Rahmat Erwin Abdullah (born 13 October 2000) is an Indonesian weightlifter. He is a two-time gold medalist in the men's 73 kg event at the World Weightlifting Championships (2021 and 2022). He won a bronze medal at the 2020 Summer Olympics. He is a weightlifter competing in the 73 kg class since 2018 World Weightlifting Championships in Ashgabat, Turkmenistan. He made his international debut at the 2017 Youth World Weightlifting Championships held in Bangkok, Thailand in the 69 kg class.

Biography 
Rahmat is the only child of the former weightlifters Erwin Abdullah and Ami Asun Budiono. Erwin, who won silver medal at the 2002 Asian Games, originally qualified for the 2004 Summer Olympics, but was no allowed to compete due to injury.

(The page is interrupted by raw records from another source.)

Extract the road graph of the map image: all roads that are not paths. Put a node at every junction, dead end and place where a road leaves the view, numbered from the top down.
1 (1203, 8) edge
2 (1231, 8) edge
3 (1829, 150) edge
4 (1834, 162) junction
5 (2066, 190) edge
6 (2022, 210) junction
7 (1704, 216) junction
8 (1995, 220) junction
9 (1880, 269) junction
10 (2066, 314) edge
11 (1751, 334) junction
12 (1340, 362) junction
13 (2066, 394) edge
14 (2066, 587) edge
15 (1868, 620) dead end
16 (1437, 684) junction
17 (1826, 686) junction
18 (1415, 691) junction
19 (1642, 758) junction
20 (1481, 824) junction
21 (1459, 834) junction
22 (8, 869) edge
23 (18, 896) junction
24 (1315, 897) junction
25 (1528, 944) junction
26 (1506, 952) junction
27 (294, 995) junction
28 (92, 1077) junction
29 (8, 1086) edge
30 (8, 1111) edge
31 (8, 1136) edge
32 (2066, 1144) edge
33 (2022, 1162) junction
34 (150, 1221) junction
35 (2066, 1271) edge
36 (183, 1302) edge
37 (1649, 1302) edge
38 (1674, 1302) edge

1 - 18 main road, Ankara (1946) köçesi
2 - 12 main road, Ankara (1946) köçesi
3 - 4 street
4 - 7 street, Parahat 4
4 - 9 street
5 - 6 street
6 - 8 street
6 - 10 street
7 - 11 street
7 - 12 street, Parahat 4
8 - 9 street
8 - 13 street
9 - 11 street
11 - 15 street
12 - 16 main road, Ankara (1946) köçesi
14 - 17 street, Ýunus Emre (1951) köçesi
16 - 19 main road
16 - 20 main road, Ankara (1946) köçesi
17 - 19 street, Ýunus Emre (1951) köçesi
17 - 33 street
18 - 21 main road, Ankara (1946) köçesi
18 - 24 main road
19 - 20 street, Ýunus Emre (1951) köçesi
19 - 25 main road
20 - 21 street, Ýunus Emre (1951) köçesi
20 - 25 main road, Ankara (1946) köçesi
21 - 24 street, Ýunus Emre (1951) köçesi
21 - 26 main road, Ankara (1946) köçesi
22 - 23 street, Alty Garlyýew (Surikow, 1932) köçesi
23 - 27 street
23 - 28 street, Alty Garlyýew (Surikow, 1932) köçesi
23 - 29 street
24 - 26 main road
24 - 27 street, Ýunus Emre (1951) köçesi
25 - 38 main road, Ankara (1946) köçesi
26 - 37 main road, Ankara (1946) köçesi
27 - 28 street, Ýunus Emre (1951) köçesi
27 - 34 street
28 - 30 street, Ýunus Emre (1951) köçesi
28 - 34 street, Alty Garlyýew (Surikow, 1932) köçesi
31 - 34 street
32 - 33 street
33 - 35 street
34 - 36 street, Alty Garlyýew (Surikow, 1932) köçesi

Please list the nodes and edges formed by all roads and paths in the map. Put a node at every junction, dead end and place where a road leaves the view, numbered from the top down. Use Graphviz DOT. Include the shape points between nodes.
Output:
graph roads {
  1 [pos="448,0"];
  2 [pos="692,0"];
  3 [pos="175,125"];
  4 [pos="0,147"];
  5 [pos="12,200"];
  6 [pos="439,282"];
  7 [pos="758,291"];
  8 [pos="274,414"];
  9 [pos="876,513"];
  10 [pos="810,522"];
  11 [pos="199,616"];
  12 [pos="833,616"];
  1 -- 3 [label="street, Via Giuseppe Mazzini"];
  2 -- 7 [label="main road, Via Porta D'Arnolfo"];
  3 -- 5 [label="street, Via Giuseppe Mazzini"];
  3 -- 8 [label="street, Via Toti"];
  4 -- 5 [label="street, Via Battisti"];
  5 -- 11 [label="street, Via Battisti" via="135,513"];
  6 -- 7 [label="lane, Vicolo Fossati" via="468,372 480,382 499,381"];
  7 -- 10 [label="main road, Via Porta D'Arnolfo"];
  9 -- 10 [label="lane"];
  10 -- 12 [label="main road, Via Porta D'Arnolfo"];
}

His mother, Ami, was won gold medal at the 1995 Southeast Asian Games.

Career
At the 2019 Asian Junior Championships held in Pyongyang, North Korea, he participated in the 73 kg category, winning his first gold medal. At that time, he managed to lift 147 kg in the snatch and 179 kg in the clean and jerk category, bringing the overall total to 326 kg and finishing first above the North Korean lifter, Ko Myong-ho.

After that competition, he participated in the 2019 Southeast Asian Games which was held in the Philippines. At that time he won the second gold medal in international competitions after defeating Vietnamese lifter, Phạm Tuấn Anh with a total lift of 322 kg while Vietnamese lifter with 304 kg.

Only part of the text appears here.